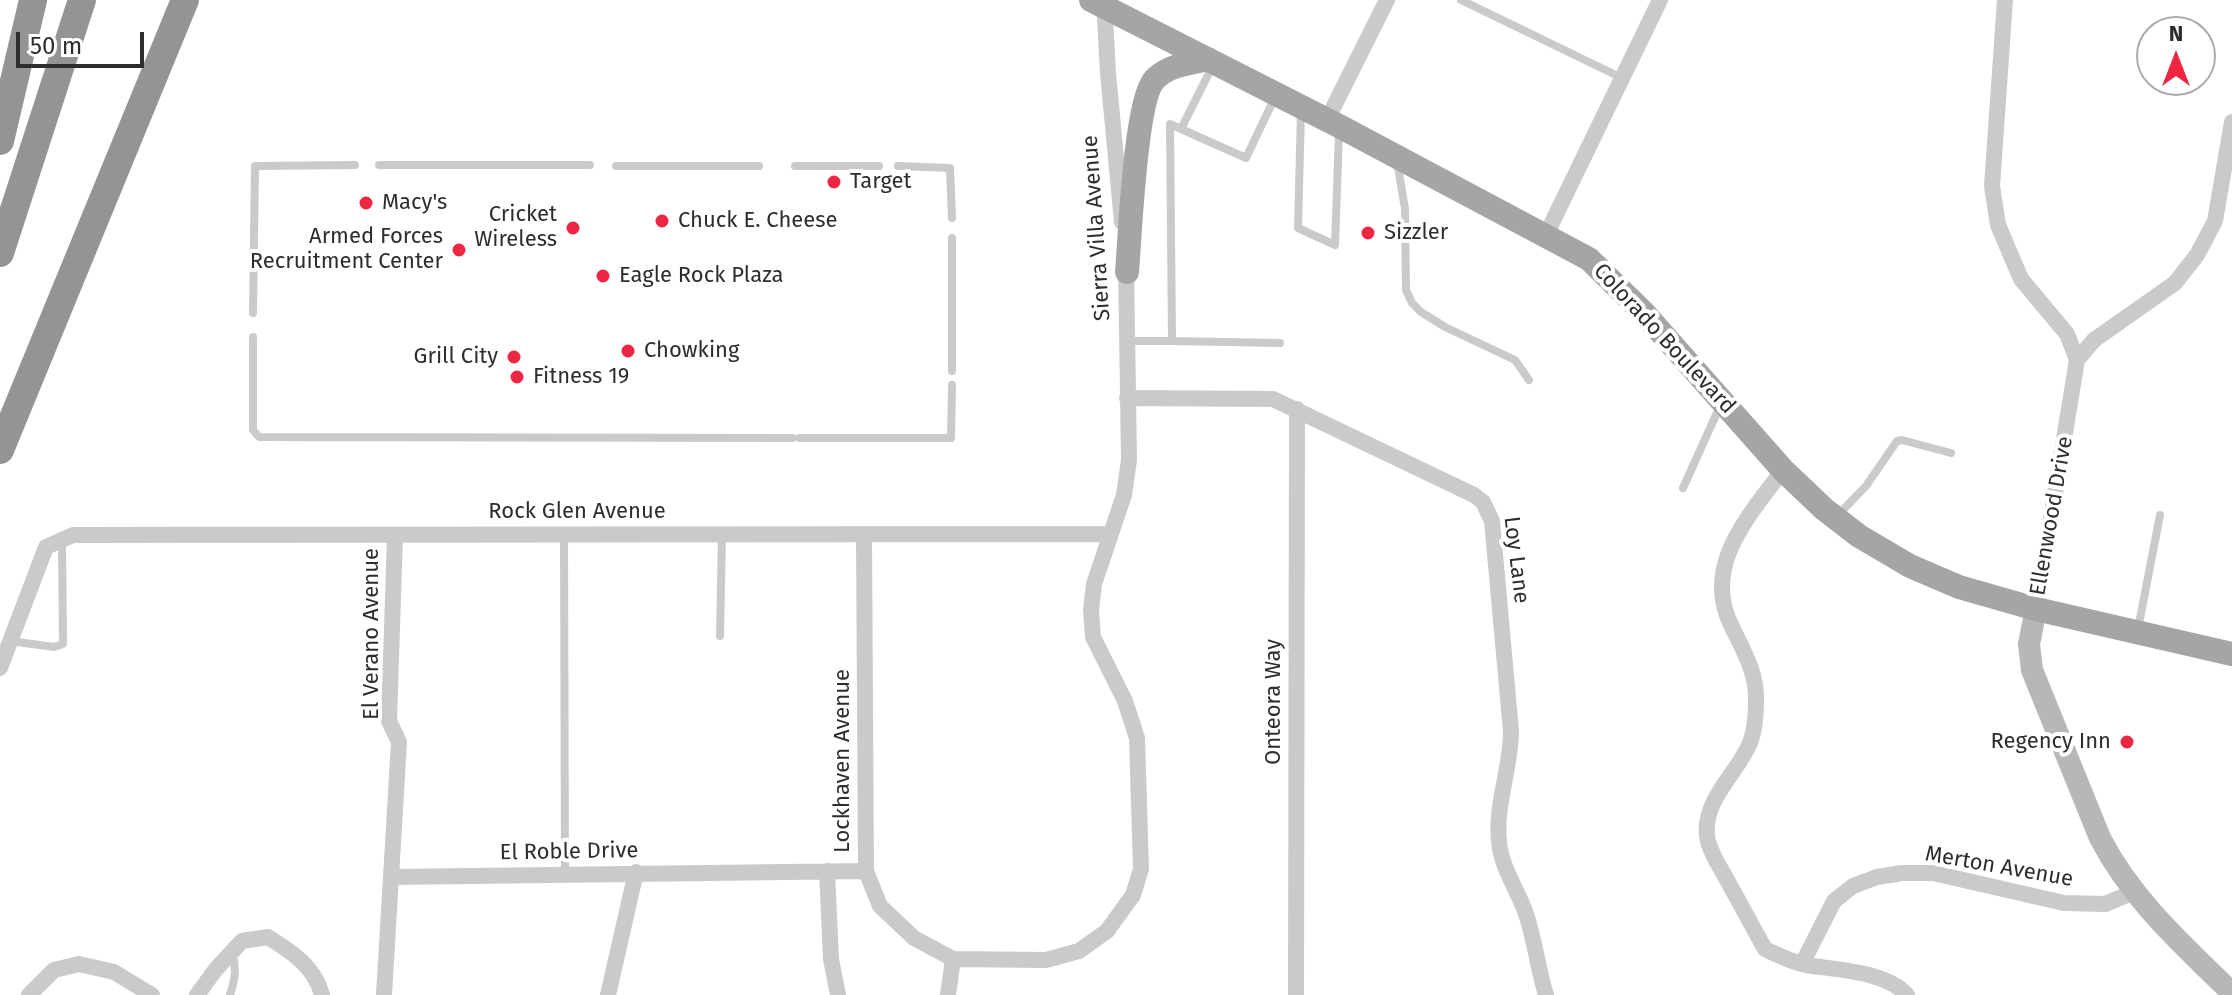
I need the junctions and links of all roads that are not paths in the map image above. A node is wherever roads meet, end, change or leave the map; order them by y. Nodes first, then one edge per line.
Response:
1 (33, 0) edge
2 (82, 0) edge
3 (185, 0) edge
4 (1387, 0) edge
5 (1461, 0) edge
6 (1660, 0) edge
7 (2005, 0) edge
8 (1100, 2) edge
9 (1211, 61) junction
10 (1622, 79) junction
11 (1276, 94) junction
12 (1301, 106) junction
13 (2232, 122) edge
14 (1333, 123) junction
15 (1181, 129) junction
16 (0, 141) edge
17 (1397, 156) junction
18 (958, 159) dead end
19 (355, 165) dead end
20 (379, 165) dead end
21 (590, 165) dead end
22 (616, 166) dead end
23 (759, 166) dead end
24 (795, 166) dead end
25 (879, 166) dead end
26 (898, 166) dead end
27 (950, 168) junction
28 (952, 218) dead end
29 (1546, 235) junction
30 (952, 238) dead end
31 (0, 253) edge
32 (1127, 272) junction
33 (253, 313) dead end
34 (253, 337) dead end
35 (1127, 341) junction
36 (1172, 341) junction
37 (1280, 343) dead end
38 (2077, 360) junction
39 (952, 371) dead end
40 (1529, 380) dead end
41 (952, 385) dead end
42 (1127, 398) junction
43 (1722, 401) junction
44 (1297, 409) junction
45 (0, 450) edge
46 (1951, 453) dead end
47 (1783, 470) junction
48 (1683, 488) dead end
49 (2160, 515) dead end
50 (1836, 518) junction
51 (564, 534) junction
52 (722, 534) junction
53 (864, 534) junction
54 (1111, 534) junction
55 (395, 535) junction
56 (54, 544) junction
57 (2036, 609) junction
58 (2137, 633) junction
59 (720, 636) dead end
60 (10, 641) junction
61 (2232, 654) edge
62 (0, 668) edge
63 (827, 871) junction
64 (866, 871) junction
65 (636, 872) junction
66 (565, 874) junction
67 (391, 877) junction
68 (2134, 892) junction
69 (232, 952) junction
70 (953, 959) junction
71 (1802, 964) junction
72 (2232, 993) edge
73 (29, 995) edge
74 (152, 995) edge
75 (197, 995) edge
76 (230, 995) edge
77 (322, 995) edge
78 (384, 995) edge
79 (608, 995) edge
80 (838, 995) edge
81 (948, 995) edge
82 (1296, 995) edge
83 (1546, 995) edge
84 (1907, 995) edge

1 - 16 highway
2 - 31 highway
3 - 45 highway
4 - 14 street
5 - 10 lane
6 - 10 street
7 - 38 street
8 - 9 main road, Colorado Boulevard
8 - 32 street, Sierra Villa Avenue
9 - 11 main road, Colorado Boulevard
9 - 15 lane
9 - 32 main road
10 - 29 street
11 - 12 main road, Colorado Boulevard
11 - 15 lane
12 - 14 main road, Colorado Boulevard
12 - 14 lane
13 - 38 street
14 - 17 main road, Colorado Boulevard
15 - 36 lane
17 - 29 main road, Colorado Boulevard
17 - 40 lane
18 - 27 lane
19 - 33 lane
20 - 21 lane
22 - 23 lane
24 - 25 lane
26 - 27 lane
27 - 28 lane
29 - 43 main road, Colorado Boulevard
30 - 39 lane
32 - 35 street, Sierra Villa Avenue
34 - 41 lane
35 - 36 lane
35 - 42 street, Sierra Villa Avenue
36 - 37 lane
38 - 57 street, Ellenwood Drive
42 - 44 street, Loy Lane
42 - 54 street, Sierra Villa Avenue
43 - 47 main road, Colorado Boulevard
43 - 48 lane
44 - 82 street, Onteora Way
44 - 83 street, Loy Lane
46 - 50 lane
47 - 50 main road, Colorado Boulevard
47 - 71 street
49 - 58 lane
50 - 57 main road, Colorado Boulevard
51 - 52 street, Rock Glen Avenue
51 - 55 street, Rock Glen Avenue
51 - 66 lane
52 - 53 street, Rock Glen Avenue
52 - 59 lane
53 - 54 street, Rock Glen Avenue
53 - 64 street, Lockhaven Avenue
54 - 70 street, Sierra Villa Avenue
55 - 56 street, Rock Glen Avenue
55 - 67 street, El Verano Avenue
56 - 60 street
56 - 60 lane
57 - 58 main road, Colorado Boulevard
57 - 68 street, Ellenwood Drive
58 - 61 main road, Colorado Boulevard
60 - 62 street
63 - 64 street, El Roble Drive
63 - 65 street, El Roble Drive
63 - 80 street
64 - 70 street, Lockhaven Avenue
65 - 66 street, El Roble Drive
65 - 79 street
66 - 67 street, El Roble Drive
67 - 78 street
68 - 71 street, Merton Avenue
68 - 72 street, Ellenwood Drive
69 - 75 street
69 - 76 lane
69 - 77 street
70 - 81 street
71 - 84 street
73 - 74 street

EXERCISE REQUIREMENTS: Your task is to return every entry exactly as it was written, with the pictures removed.

TASK RESULT:
I need the junctions and links of all roads that are not paths in the map image above. A node is wherever roads meet, end, change or leave the map; order them by y. Nodes first, then one edge per line.
Response:
1 (33, 0) edge
2 (82, 0) edge
3 (185, 0) edge
4 (1387, 0) edge
5 (1461, 0) edge
6 (1660, 0) edge
7 (2005, 0) edge
8 (1100, 2) edge
9 (1211, 61) junction
10 (1622, 79) junction
11 (1276, 94) junction
12 (1301, 106) junction
13 (2232, 122) edge
14 (1333, 123) junction
15 (1181, 129) junction
16 (0, 141) edge
17 (1397, 156) junction
18 (958, 159) dead end
19 (355, 165) dead end
20 (379, 165) dead end
21 (590, 165) dead end
22 (616, 166) dead end
23 (759, 166) dead end
24 (795, 166) dead end
25 (879, 166) dead end
26 (898, 166) dead end
27 (950, 168) junction
28 (952, 218) dead end
29 (1546, 235) junction
30 (952, 238) dead end
31 (0, 253) edge
32 (1127, 272) junction
33 (253, 313) dead end
34 (253, 337) dead end
35 (1127, 341) junction
36 (1172, 341) junction
37 (1280, 343) dead end
38 (2077, 360) junction
39 (952, 371) dead end
40 (1529, 380) dead end
41 (952, 385) dead end
42 (1127, 398) junction
43 (1722, 401) junction
44 (1297, 409) junction
45 (0, 450) edge
46 (1951, 453) dead end
47 (1783, 470) junction
48 (1683, 488) dead end
49 (2160, 515) dead end
50 (1836, 518) junction
51 (564, 534) junction
52 (722, 534) junction
53 (864, 534) junction
54 (1111, 534) junction
55 (395, 535) junction
56 (54, 544) junction
57 (2036, 609) junction
58 (2137, 633) junction
59 (720, 636) dead end
60 (10, 641) junction
61 (2232, 654) edge
62 (0, 668) edge
63 (827, 871) junction
64 (866, 871) junction
65 (636, 872) junction
66 (565, 874) junction
67 (391, 877) junction
68 (2134, 892) junction
69 (232, 952) junction
70 (953, 959) junction
71 (1802, 964) junction
72 (2232, 993) edge
73 (29, 995) edge
74 (152, 995) edge
75 (197, 995) edge
76 (230, 995) edge
77 (322, 995) edge
78 (384, 995) edge
79 (608, 995) edge
80 (838, 995) edge
81 (948, 995) edge
82 (1296, 995) edge
83 (1546, 995) edge
84 (1907, 995) edge

1 - 16 highway
2 - 31 highway
3 - 45 highway
4 - 14 street
5 - 10 lane
6 - 10 street
7 - 38 street
8 - 9 main road, Colorado Boulevard
8 - 32 street, Sierra Villa Avenue
9 - 11 main road, Colorado Boulevard
9 - 15 lane
9 - 32 main road
10 - 29 street
11 - 12 main road, Colorado Boulevard
11 - 15 lane
12 - 14 main road, Colorado Boulevard
12 - 14 lane
13 - 38 street
14 - 17 main road, Colorado Boulevard
15 - 36 lane
17 - 29 main road, Colorado Boulevard
17 - 40 lane
18 - 27 lane
19 - 33 lane
20 - 21 lane
22 - 23 lane
24 - 25 lane
26 - 27 lane
27 - 28 lane
29 - 43 main road, Colorado Boulevard
30 - 39 lane
32 - 35 street, Sierra Villa Avenue
34 - 41 lane
35 - 36 lane
35 - 42 street, Sierra Villa Avenue
36 - 37 lane
38 - 57 street, Ellenwood Drive
42 - 44 street, Loy Lane
42 - 54 street, Sierra Villa Avenue
43 - 47 main road, Colorado Boulevard
43 - 48 lane
44 - 82 street, Onteora Way
44 - 83 street, Loy Lane
46 - 50 lane
47 - 50 main road, Colorado Boulevard
47 - 71 street
49 - 58 lane
50 - 57 main road, Colorado Boulevard
51 - 52 street, Rock Glen Avenue
51 - 55 street, Rock Glen Avenue
51 - 66 lane
52 - 53 street, Rock Glen Avenue
52 - 59 lane
53 - 54 street, Rock Glen Avenue
53 - 64 street, Lockhaven Avenue
54 - 70 street, Sierra Villa Avenue
55 - 56 street, Rock Glen Avenue
55 - 67 street, El Verano Avenue
56 - 60 street
56 - 60 lane
57 - 58 main road, Colorado Boulevard
57 - 68 street, Ellenwood Drive
58 - 61 main road, Colorado Boulevard
60 - 62 street
63 - 64 street, El Roble Drive
63 - 65 street, El Roble Drive
63 - 80 street
64 - 70 street, Lockhaven Avenue
65 - 66 street, El Roble Drive
65 - 79 street
66 - 67 street, El Roble Drive
67 - 78 street
68 - 71 street, Merton Avenue
68 - 72 street, Ellenwood Drive
69 - 75 street
69 - 76 lane
69 - 77 street
70 - 81 street
71 - 84 street
73 - 74 street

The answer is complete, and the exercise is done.